The U.S. military is counting on the information superhighway in its march toward continued battlefield supremacy. As outlined in two recent studies describing future force goals, network-centric warfare is at the core of plans to ensure that military domination is maintained. The aim is for information to be the primary tool enabling U.S. forces to respond to and overcome any military challenge in any arena worldwide.

However, interoperability remains a challenge for both joint and coalition operations.

The U.S. military is counting on the information superhighway in its march toward continued battlefield supremacy. As outlined in two recent studies describing future force goals, network-centric warfare is at the core of plans to ensure that military domination is maintained. The aim is for information to be the primary tool enabling U.S. forces to respond to and overcome any military challenge in any arena worldwide.

However, many hurdles must be surmounted to reach this target. Foremost among these is interoperability, which remains elusive at the coalition and joint task force operational levels. Solving this dilemma may require a major organizational change to remove information technology purchasing authority from the individual services. Commanders also may need to increase unit experimentation with new information technologies keeping interoperability in mind.

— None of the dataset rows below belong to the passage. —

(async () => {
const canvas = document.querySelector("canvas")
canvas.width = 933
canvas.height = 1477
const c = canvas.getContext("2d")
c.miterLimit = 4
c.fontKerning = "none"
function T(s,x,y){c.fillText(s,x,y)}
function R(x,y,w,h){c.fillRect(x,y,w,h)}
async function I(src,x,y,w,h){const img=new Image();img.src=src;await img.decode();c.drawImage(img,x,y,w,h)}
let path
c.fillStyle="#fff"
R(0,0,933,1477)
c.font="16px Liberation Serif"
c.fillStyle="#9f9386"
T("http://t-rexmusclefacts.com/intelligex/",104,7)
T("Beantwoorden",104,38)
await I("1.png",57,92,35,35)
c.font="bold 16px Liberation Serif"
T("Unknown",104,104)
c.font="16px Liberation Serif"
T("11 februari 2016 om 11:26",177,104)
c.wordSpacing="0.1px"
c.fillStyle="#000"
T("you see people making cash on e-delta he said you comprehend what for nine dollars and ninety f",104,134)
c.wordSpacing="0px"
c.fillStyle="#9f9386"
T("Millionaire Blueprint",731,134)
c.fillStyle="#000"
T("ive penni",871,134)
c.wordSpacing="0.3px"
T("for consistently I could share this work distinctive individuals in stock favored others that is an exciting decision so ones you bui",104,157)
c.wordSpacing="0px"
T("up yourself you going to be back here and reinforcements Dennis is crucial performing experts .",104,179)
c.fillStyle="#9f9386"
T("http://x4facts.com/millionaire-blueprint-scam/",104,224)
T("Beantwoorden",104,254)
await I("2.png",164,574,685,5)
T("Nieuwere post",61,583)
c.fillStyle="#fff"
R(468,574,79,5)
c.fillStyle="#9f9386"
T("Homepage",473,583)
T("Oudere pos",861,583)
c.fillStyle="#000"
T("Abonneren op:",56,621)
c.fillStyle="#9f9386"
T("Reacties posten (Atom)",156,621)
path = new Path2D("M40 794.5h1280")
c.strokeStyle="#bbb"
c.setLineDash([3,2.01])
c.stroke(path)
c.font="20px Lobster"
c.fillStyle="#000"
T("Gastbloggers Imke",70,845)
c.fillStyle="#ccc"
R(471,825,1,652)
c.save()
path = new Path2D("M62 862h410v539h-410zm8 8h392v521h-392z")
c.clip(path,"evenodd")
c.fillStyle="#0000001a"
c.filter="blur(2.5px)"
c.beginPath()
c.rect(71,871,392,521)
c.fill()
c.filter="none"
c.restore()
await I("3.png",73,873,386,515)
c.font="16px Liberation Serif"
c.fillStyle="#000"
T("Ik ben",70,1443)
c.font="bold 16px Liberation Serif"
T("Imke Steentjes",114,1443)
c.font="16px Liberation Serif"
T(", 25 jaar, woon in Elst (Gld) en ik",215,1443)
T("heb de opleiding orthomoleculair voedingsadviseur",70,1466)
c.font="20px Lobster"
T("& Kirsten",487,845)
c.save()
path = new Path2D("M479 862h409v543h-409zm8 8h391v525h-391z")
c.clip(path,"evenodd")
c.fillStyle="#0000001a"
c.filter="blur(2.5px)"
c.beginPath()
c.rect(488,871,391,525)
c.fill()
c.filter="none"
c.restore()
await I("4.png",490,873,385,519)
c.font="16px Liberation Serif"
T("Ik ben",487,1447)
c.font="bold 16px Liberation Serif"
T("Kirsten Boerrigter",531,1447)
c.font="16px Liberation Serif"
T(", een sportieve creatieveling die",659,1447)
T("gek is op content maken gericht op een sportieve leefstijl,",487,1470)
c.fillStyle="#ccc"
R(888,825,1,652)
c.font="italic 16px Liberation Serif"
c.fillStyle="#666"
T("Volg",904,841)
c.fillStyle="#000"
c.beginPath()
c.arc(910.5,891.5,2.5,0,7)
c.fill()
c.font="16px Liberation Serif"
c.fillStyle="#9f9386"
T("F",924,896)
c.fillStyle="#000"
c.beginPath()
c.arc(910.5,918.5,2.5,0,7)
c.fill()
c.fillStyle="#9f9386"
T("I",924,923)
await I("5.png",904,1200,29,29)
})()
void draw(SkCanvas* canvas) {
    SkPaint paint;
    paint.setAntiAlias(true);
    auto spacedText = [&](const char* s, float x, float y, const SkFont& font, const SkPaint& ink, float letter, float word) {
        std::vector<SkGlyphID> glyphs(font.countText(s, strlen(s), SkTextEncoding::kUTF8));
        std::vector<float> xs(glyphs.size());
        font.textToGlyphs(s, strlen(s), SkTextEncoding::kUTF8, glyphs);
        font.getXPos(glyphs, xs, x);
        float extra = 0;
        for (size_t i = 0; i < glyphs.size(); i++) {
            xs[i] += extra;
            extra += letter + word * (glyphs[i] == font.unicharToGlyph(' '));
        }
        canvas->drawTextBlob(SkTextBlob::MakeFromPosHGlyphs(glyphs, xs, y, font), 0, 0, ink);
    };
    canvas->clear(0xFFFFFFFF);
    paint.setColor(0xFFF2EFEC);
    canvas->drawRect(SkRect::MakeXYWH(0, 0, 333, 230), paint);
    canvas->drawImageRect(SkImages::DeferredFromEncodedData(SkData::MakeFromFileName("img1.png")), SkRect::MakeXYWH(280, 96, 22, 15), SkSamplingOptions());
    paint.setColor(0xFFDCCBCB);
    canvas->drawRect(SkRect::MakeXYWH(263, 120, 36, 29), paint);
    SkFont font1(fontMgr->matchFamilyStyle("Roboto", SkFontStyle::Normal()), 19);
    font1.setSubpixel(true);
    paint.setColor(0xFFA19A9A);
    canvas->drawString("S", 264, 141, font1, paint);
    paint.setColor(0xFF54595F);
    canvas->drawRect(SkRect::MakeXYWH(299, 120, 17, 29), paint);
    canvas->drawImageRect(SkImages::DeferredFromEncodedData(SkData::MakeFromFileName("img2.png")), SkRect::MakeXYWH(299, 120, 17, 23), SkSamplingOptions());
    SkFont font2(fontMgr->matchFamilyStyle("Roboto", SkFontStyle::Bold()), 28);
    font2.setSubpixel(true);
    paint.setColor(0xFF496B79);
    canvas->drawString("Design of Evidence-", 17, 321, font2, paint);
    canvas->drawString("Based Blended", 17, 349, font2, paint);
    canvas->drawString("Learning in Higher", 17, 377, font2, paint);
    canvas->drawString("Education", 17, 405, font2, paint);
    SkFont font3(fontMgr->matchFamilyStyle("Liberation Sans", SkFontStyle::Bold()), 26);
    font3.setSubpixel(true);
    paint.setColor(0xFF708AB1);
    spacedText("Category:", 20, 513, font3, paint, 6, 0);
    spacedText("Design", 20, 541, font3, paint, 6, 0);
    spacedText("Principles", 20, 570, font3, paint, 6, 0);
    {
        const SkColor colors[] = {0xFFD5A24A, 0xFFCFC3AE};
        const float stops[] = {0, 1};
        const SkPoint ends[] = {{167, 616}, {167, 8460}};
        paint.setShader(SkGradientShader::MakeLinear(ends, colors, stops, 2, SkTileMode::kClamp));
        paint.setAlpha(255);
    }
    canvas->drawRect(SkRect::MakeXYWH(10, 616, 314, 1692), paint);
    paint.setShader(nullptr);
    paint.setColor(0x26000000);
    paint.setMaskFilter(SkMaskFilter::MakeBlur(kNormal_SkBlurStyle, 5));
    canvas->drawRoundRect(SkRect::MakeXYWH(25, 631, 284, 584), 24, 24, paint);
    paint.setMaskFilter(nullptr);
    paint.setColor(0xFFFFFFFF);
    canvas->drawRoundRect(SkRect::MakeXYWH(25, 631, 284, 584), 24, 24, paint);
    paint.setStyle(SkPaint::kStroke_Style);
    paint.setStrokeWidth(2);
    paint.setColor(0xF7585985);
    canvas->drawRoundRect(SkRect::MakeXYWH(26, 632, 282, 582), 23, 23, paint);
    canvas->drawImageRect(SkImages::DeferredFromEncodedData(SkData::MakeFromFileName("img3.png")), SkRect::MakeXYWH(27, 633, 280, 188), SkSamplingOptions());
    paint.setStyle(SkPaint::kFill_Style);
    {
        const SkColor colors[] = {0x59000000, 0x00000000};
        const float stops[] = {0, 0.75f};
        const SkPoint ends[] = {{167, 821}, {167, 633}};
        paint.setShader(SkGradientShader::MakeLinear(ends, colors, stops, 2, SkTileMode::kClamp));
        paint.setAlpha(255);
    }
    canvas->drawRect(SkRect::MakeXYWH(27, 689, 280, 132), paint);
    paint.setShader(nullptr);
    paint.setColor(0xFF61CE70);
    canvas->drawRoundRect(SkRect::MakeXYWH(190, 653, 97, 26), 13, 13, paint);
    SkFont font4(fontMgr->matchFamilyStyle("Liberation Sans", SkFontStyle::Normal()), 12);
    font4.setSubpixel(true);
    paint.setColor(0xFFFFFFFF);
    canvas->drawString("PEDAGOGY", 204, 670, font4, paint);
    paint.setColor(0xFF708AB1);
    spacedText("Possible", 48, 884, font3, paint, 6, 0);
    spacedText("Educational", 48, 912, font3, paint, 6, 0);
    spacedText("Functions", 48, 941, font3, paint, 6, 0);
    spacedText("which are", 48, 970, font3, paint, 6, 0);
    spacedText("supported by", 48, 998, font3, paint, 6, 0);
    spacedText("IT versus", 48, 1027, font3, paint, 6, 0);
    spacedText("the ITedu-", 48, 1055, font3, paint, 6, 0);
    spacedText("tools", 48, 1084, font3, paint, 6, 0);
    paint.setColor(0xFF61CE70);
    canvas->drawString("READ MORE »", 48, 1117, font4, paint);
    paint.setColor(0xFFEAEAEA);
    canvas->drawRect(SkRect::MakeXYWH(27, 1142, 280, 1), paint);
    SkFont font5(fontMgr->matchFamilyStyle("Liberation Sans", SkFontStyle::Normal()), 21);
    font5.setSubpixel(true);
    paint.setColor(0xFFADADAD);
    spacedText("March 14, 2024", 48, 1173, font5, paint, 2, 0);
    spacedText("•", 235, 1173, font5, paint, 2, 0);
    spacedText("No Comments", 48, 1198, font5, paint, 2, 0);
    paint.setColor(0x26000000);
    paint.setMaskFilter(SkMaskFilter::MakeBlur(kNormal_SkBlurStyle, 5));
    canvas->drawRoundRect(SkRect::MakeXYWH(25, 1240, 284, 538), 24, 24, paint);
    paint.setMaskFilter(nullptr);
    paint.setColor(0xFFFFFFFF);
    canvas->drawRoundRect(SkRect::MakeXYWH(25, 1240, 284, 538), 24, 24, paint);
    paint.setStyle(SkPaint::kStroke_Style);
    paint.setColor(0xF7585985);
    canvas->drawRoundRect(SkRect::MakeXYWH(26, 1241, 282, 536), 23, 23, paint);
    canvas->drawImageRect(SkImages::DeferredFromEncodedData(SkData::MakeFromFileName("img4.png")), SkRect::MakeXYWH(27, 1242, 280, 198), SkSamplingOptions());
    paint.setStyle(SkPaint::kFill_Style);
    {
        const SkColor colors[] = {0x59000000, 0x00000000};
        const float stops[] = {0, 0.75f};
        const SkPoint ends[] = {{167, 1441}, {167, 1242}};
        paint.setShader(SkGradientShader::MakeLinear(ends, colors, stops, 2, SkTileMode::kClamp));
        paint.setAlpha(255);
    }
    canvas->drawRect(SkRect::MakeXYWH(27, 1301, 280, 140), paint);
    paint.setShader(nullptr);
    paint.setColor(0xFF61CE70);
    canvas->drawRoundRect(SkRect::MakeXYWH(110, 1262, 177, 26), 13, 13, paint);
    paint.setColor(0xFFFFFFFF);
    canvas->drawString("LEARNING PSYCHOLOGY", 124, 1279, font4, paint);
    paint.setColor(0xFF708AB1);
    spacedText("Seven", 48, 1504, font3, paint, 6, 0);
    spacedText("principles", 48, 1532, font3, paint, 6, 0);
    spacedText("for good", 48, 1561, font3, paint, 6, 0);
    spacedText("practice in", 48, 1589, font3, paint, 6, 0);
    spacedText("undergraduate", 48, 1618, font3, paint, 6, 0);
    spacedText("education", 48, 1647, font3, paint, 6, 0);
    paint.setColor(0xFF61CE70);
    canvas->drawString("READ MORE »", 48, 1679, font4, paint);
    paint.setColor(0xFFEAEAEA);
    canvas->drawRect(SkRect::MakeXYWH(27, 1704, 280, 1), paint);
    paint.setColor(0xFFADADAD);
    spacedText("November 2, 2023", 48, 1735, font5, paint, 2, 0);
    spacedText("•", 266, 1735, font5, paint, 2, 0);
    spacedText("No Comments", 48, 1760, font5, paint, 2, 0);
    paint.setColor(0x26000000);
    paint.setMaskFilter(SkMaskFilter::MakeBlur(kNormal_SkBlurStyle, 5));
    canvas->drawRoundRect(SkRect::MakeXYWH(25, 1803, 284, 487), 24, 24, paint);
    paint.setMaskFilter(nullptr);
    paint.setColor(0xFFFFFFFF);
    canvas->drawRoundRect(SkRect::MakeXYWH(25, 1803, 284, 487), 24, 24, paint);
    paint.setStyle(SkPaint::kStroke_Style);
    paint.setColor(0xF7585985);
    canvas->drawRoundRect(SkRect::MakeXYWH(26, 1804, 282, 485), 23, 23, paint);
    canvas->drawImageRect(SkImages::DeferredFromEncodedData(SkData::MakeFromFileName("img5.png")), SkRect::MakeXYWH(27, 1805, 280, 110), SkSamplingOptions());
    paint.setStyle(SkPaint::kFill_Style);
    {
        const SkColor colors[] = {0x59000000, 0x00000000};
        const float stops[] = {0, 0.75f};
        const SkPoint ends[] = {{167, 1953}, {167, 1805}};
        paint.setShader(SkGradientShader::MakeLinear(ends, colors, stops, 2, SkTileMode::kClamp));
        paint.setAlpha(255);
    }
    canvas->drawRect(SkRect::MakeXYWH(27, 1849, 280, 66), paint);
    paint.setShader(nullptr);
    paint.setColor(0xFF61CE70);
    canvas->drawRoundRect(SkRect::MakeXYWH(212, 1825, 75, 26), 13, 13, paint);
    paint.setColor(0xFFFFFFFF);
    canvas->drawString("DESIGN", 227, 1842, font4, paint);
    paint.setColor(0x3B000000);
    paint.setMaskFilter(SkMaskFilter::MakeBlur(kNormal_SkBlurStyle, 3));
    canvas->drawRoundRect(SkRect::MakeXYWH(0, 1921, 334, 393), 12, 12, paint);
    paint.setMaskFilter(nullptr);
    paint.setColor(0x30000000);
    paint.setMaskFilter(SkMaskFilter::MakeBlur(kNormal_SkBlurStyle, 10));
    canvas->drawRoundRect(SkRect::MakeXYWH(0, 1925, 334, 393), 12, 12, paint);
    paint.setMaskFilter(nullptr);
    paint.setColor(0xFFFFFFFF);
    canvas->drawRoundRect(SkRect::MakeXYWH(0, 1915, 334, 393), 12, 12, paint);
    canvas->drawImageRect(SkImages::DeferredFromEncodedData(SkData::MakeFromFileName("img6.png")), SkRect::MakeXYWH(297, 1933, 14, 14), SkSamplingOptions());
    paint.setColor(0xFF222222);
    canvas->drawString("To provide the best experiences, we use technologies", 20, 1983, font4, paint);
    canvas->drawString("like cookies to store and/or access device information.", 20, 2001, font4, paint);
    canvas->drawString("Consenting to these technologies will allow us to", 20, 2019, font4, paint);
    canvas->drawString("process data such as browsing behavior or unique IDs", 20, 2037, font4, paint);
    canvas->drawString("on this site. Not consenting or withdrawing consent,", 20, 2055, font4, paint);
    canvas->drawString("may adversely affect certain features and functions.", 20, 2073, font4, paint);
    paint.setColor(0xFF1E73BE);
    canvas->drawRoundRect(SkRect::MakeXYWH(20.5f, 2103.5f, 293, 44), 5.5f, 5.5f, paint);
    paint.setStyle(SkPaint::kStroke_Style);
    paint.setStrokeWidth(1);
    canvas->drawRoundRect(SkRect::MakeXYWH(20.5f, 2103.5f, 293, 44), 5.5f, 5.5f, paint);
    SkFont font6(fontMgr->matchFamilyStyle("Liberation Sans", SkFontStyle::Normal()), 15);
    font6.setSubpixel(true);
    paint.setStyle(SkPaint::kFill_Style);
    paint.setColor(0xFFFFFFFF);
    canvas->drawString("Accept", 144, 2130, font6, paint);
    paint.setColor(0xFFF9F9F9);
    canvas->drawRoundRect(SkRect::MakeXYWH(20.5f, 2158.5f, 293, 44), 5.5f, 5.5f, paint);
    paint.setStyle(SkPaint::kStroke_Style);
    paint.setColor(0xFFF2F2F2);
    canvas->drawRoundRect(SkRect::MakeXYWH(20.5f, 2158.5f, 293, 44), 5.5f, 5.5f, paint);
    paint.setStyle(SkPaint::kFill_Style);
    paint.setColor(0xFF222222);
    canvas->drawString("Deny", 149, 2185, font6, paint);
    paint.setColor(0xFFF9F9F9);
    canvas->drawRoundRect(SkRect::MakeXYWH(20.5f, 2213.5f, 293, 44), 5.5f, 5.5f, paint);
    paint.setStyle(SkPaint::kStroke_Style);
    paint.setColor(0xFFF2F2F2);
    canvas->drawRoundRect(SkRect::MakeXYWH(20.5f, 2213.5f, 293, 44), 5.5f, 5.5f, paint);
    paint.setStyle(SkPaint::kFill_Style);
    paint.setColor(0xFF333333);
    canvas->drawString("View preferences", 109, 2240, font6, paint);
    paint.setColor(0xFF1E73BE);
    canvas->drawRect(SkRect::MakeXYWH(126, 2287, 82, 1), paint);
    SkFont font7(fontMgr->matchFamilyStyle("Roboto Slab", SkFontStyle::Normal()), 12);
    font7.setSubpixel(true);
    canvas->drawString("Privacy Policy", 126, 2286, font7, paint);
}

Bandwidth challenges loom in both the tactical and political arenas. Users may have to limit the degree of detail in their messages to ensure sufficient battlefield bandwidth. And, even if joint interoperability becomes a reality, the military information technology gap between the United States and its allies threatens to become a chasm as these technologies increase in importance.

These hurdles are not forcing the military to rethink its concept of infospace dominance, however. The United States is still committed to achieving information superiority as outlined in Joint Vision 2010 and Joint Vision 2020.

“The new silver bullet for the military is information,” declares Lt. Gen. Joseph K. Kellogg, Jr., USA, director, command, control, communications and computer systems, J-6, the Joint Staff. “It may seem small, but it is a bullet full of ones and zeros.”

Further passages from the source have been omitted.